Give all the lines below again, exactly, with no pictures.

####

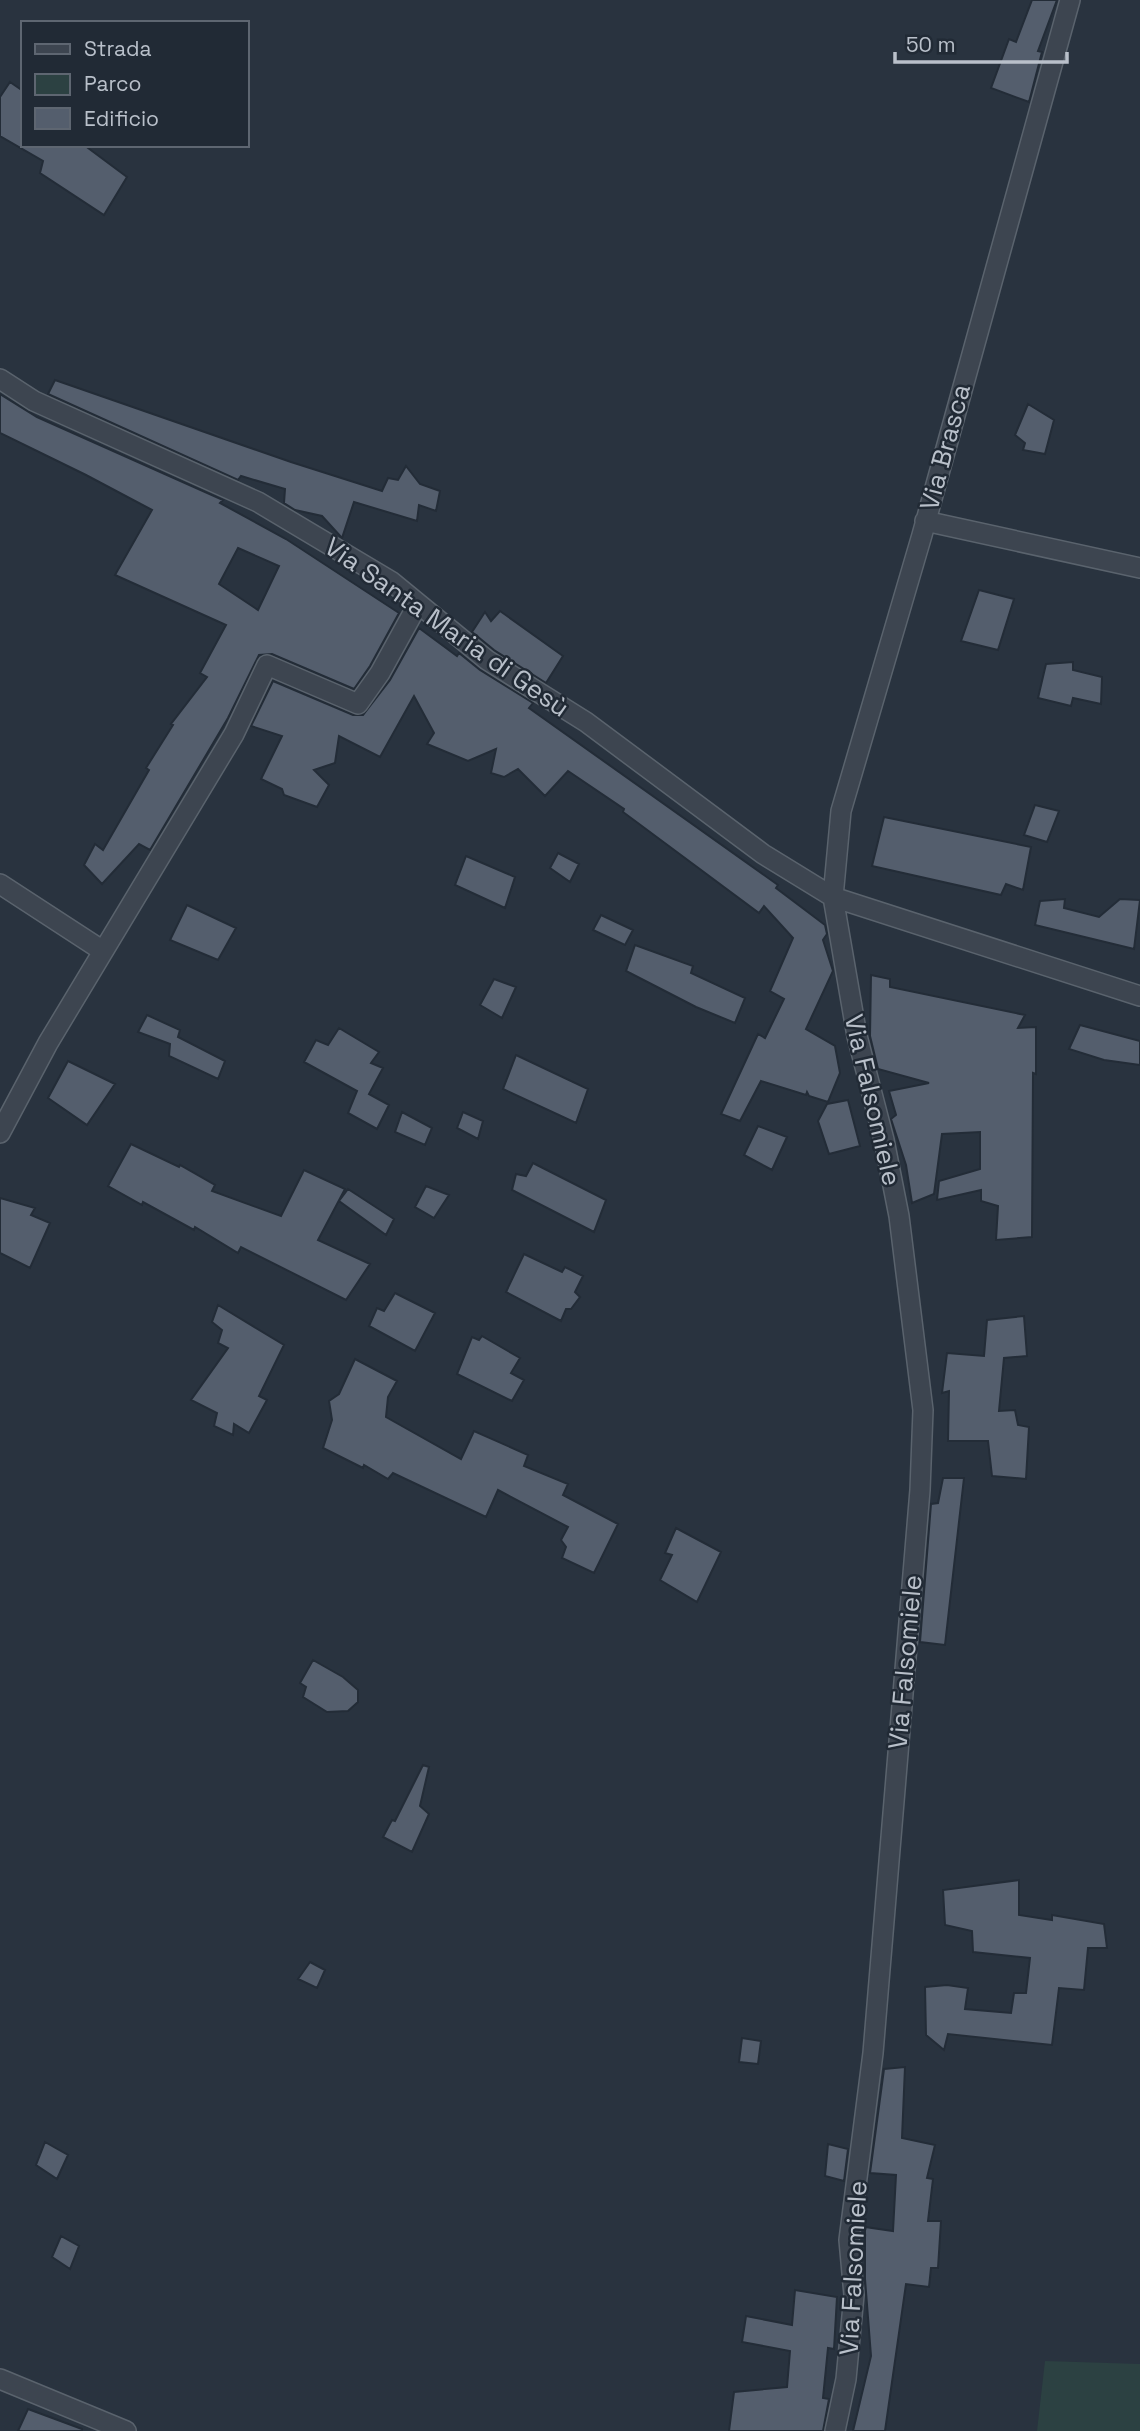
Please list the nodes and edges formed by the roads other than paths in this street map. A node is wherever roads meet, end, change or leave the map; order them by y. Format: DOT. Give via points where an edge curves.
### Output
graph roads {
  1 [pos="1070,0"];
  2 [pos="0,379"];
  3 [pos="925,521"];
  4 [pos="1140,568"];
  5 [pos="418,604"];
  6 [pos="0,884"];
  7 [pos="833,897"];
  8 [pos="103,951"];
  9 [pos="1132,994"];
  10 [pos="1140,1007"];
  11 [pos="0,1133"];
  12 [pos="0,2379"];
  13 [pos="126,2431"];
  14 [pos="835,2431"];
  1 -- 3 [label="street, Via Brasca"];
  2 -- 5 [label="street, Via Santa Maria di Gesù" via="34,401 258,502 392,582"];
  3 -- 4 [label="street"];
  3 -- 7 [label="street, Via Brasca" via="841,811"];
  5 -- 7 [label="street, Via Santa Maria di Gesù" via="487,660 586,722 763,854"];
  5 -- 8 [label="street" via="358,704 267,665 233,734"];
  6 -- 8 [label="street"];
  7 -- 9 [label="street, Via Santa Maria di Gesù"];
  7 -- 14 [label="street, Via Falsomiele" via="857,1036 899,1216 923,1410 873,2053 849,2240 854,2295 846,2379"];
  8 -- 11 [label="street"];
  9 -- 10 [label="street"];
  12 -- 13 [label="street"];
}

####

- [Exercise response]:
Please list the nodes and edges formed by the roads other than paths in this street map. A node is wherever roads meet, end, change or leave the map; order them by y. Format: DOT. Give via points where an edge curves.
### Output
graph roads {
  1 [pos="1070,0"];
  2 [pos="0,379"];
  3 [pos="925,521"];
  4 [pos="1140,568"];
  5 [pos="418,604"];
  6 [pos="0,884"];
  7 [pos="833,897"];
  8 [pos="103,951"];
  9 [pos="1132,994"];
  10 [pos="1140,1007"];
  11 [pos="0,1133"];
  12 [pos="0,2379"];
  13 [pos="126,2431"];
  14 [pos="835,2431"];
  1 -- 3 [label="street, Via Brasca"];
  2 -- 5 [label="street, Via Santa Maria di Gesù" via="34,401 258,502 392,582"];
  3 -- 4 [label="street"];
  3 -- 7 [label="street, Via Brasca" via="841,811"];
  5 -- 7 [label="street, Via Santa Maria di Gesù" via="487,660 586,722 763,854"];
  5 -- 8 [label="street" via="358,704 267,665 233,734"];
  6 -- 8 [label="street"];
  7 -- 9 [label="street, Via Santa Maria di Gesù"];
  7 -- 14 [label="street, Via Falsomiele" via="857,1036 899,1216 923,1410 873,2053 849,2240 854,2295 846,2379"];
  8 -- 11 [label="street"];
  9 -- 10 [label="street"];
  12 -- 13 [label="street"];
}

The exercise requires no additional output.